Understanding the VP8 Token Tree

I got tripped up on another part of the VP8 decoding process today. So I drew a picture to help myself understand it. Then I went back and read David Conrad’s comment on my last post regarding my difficulty understanding the VP8 spec and saw that he ran into the same problem. Since we both experienced the same hindrance in trying to sort out this matter, I thought I may as well publish the picture I drew.

VP8 defines various trees for decoding different syntax elements. There is one tree for decoding the tokens and it is expressed in the VP8 spec as such:

Here is what the table looks like when you make a tree out of it (click for full size image):



The catch is that it makes no sense for an end-of-block (EOB) token to follow a 0 token since EOB already indicates that the remainder of the coefficients should be 0 anyway. Thus, the spec states that, “decoding of certain DCT coefficients may skip the first branch, whose preceding coefficient is a DCT_0.” I confess, I didn’t understand what “skip the first branch” meant until I drew the tree.

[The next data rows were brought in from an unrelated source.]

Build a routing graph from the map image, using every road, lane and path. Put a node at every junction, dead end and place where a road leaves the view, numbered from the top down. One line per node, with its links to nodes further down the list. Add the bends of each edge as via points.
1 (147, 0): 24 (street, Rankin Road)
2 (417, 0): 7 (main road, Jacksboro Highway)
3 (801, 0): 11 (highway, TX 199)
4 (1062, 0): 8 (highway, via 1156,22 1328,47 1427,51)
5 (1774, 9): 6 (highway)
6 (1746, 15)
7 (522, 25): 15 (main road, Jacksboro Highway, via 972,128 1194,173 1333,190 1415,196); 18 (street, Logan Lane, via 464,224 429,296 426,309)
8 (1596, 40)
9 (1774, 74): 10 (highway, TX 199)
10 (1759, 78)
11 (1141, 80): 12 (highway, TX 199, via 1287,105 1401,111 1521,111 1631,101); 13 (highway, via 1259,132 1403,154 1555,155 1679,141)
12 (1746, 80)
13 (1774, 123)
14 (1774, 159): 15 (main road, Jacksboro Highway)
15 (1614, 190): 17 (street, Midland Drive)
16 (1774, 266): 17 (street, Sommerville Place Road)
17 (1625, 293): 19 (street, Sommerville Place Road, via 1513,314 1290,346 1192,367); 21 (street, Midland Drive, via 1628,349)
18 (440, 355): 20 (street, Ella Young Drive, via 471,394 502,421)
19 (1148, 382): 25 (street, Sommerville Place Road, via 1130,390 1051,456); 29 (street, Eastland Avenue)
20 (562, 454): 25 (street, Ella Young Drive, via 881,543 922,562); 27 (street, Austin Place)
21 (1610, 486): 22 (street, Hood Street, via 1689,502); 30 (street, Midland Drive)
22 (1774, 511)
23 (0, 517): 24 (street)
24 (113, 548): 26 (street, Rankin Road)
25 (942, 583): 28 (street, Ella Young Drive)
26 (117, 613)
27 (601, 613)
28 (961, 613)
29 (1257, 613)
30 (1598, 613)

For those wondering why it might be sub-optimal (clarity-wise) for a spec to simply regurgitate vast chunks of C code, this makes a decent case. As you can see, the spec makes certain assumptions about how a binary tree should be organized in a static array (node n points to elements n*2 and n*2+1 as its branches; leaves are either negative or 0). This is the second method I have seen; another piece of code (not the VP8 spec) had the nodes in the first half of the array and pointed to leaves in the second half. There must be other arrangements.

FATE Ends the Mac

Did you know Mac OS X can even blue-screen? To be fair, it doesn’t actually present a blue screen. But when Mac OS X encounters a kernel panic, it looks like this:



True to form, Mac just has to be prettier and glossier than other operating systems, even in the area of system crashes.

The reason I bring this up is that the FATE system is bringing down my Mac. My Mac Mini is reliably dying every single time I try to execute my FATE client Python script. Maybe the weather is getting too warm.

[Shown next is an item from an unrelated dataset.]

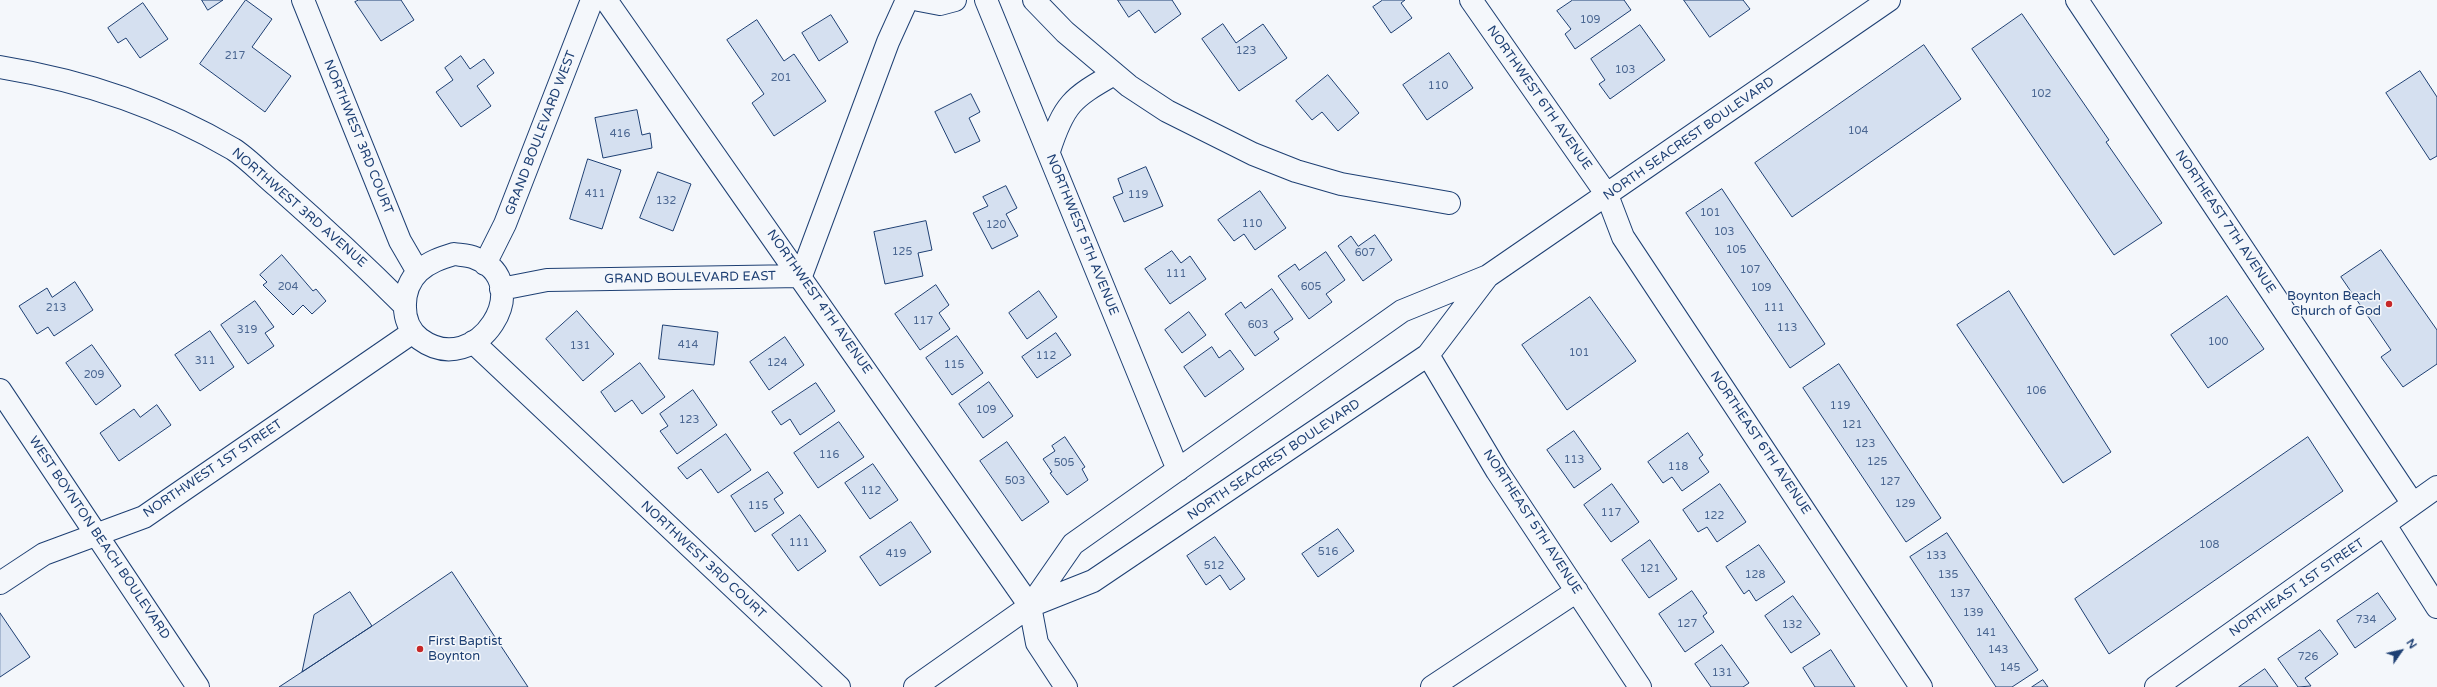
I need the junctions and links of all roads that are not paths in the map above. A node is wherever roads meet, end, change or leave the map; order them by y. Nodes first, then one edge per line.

Update, 2010-6-8: Following advice in the comments, I tried to run Memtest86 on the Mac Mini in question. I couldn’t get the machine to boot the CD I made. As an alternative, I turned the machine off and let it rest for a night. In the morning, I turned it on and ran the FATE client script. It’s working for now.

Fighting with the VP8 Spec

As stated in a previous blog post on the matter, FFmpeg’s policy is to reimplement codecs rather than adopt other codebases wholesale. And so it is with Google’s recently open sourced VP8 codec, the video portion of their Webm initiative. I happen to know that the new FFmpeg implementation is in the capable hands of several of my co-developers so I’m not even worrying about that angle.

Instead, I thought of another of my characteristically useless exercises: Create an independent VP8 decoder implementation entirely in pure Python. Silly? Perhaps. But it has one very practical application: By attempting to write a new decoder based on the official bitstream documentation, this could serve as a mechanism for validating said spec, something near and dear to my heart.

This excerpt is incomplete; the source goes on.